In Berlins c-base findet von Mittwoch bis Freitag das „International Summit for Wireless community Networks“ statt – wir hatten dazu schonmal etwas geschrieben. Gerade hielten Sascha Meinrath, Direktor des Open Technology Institutes und der Berliner Staatssekretär Björn Böhning die Keynotes. IS4CWN bietet Aktivisten, Hackern, Techies, NGOs und allen anderen Interessierten und Involvierten in Community Wireless Networks eine Plattform zum netzwerken, austauschen und fachsimpeln. Wir berichten für euch an dieser Stelle etwas darüber. Das Programm gibt es hier und den Live-Stream hier.
Keynote – Sascha Meinrath
Sascha Meinrath erzählte davon, wie seine persönliche Arbeit in und für Community Wireless Networks vor nun 13 Jahren in den USA startete. Als damaliger Psychologie-Student an der University of Illinois at Urbana–Champaign startete er ein kleines Wifi-Projekt. Interessant ist, dass Meinrath davon überzeugt ist, dass für den Erfolg von CWNs es nicht nur reicht tolle Technik zu entwickeln und rechtliche Hürden zu ebnen – seiner Meinung nach viel entscheidender ist es den Kern der Sache zu erkennen: Soziale Beziehungen, Mitgefühl, Reflexion. Das sollte in Meinraths Augen der Grundstein jeglicher Anstrengungen sein.

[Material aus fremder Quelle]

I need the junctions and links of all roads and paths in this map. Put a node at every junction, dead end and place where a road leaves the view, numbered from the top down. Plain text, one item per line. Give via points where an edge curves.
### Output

Session: Community Organizing and Alternative Business Models (Bart Braem, Russell Senior)
Präsentation der europäischen CONFINE Projekts – akademische Perspektive und Analyse von Community Wireless Networks. Bisher wurden 19 CWNs ‚weltweit‘ (nicht Asien) untersucht. Hierbei kamen seit Start des Projektes in 2011 schon ein paar Erkenntnisse zustande:
- Die meisten nutzen OpenWrt als Router-Firmware
- OLSR als Routing-Protokoll ist am beliebtesten
- Als Hardware sind Geräte von Ubiquity sehr beliebt.

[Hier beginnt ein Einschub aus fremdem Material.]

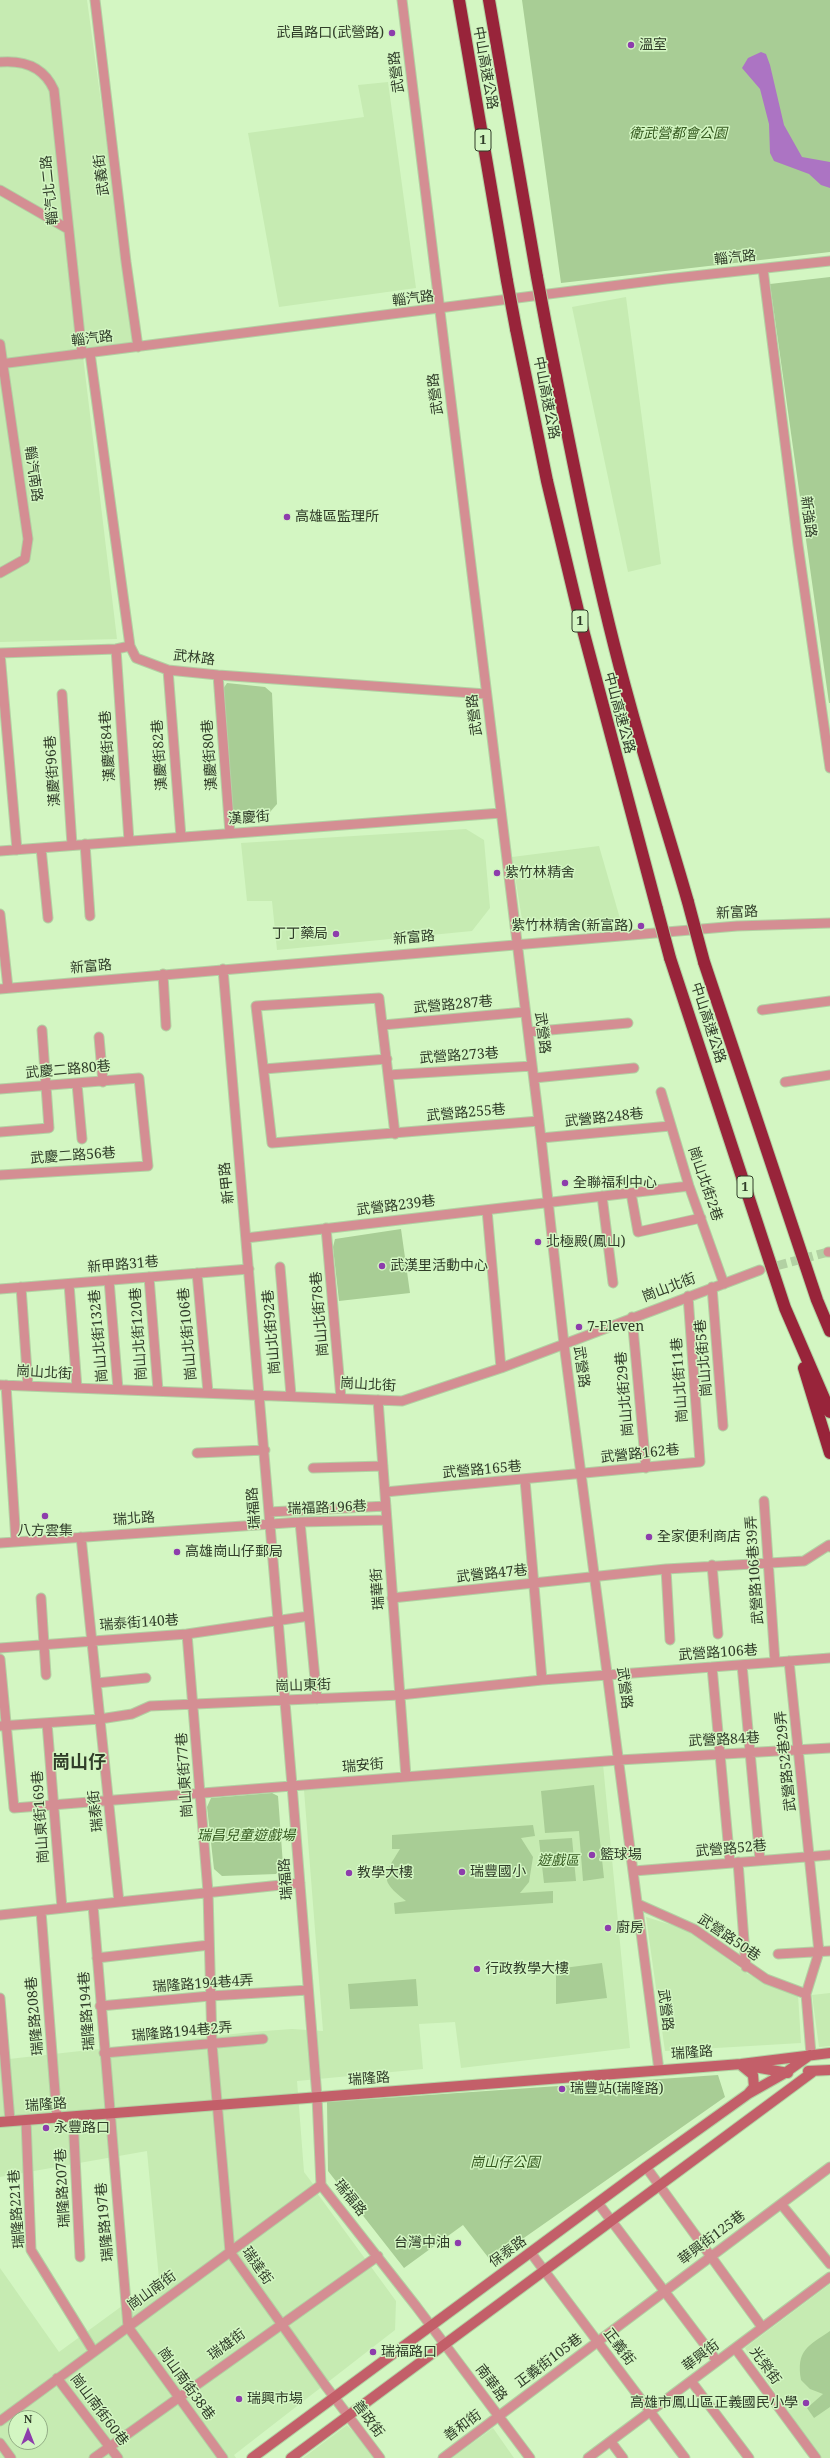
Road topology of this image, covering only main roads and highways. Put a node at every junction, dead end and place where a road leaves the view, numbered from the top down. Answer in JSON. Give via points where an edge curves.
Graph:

- Die größten Hürden für CWN Projekte sind Finanzierung, freiwillige Helfer finden und motivieren, Standorte für Nodes und, natürlich, rechtliche Unsicherheit
Im Publikum kamen einige interessante Fragen für das nächste Survey auf: Was ist das Ziel und die Motivation der einzelnen CWN-Initiativen? Sind solche CWNs eher von Hackern und Nerds für Gleichgesinnte, oder gibt es CWNs, die aktiv Support geben für den gewöhnlichen Nutzer? Wie kann man Erfahrungen zwischen CWN-Initiativen besser austauschen?
Nachfolgend spricht Russell Senior vom Personal Telco Project aus Portland, USA. Es ist eine kleine Gruppe engagierter Menschen, die zur Zeit ein CWN betreiben, das vor dem Aus steht – da der verantwortliche ISP bald den Zugang sperren wird. Nun gilt es die Community zu mobilisieren, Freiwillige zu finden und Menschen, die den Wert eines CWNs erkennen und dies unterstützen. Damit scheint es zur Zeit nicht sonderlich gut zu laufen…
In der Diskussion kam auf, dass CWNs nicht darauf fokussieren sollten einfach einen Zugang zum Internet zu bieten, sondern einen Mehrwert für die konkrete Community bieten sollten – durch Dienste, Inhalte, o.ä.
Session: Clommunity – A cloud solution for community networks
Clommunity ist ein Projekt aus Kolumbien das versucht ‚die Cloud‘ in Community Networks zu bringen. Der Ansatz dabei ist, nicht auf große Cloud-Server zu setzen, sondern dass stattdessen jede Node mit einem kleinen Rechner ausgestattet ist, auf dem man Dienste anbieten kann – ‚Cloud in a Box‘. Philosophie dabei: Die Bürger sind die Betreiber des Netzwerkes, der Cloud und sollten somit auch über die zur Verfügung stehenden Dienste bestimmen. Die Betreiber von Clommunity bzw. guifi, auf dem Clommunity aufbaut, möchten von der „Konsumentenhaltung“ des Internets weg und dem Nutzer mit diesen Initiativen auch mehr Verantwortung übergeben.
Session: Solutions to break Iran’s digital blockade (Hamed Behravan, Trevor Ellerman, Danielle Kehl)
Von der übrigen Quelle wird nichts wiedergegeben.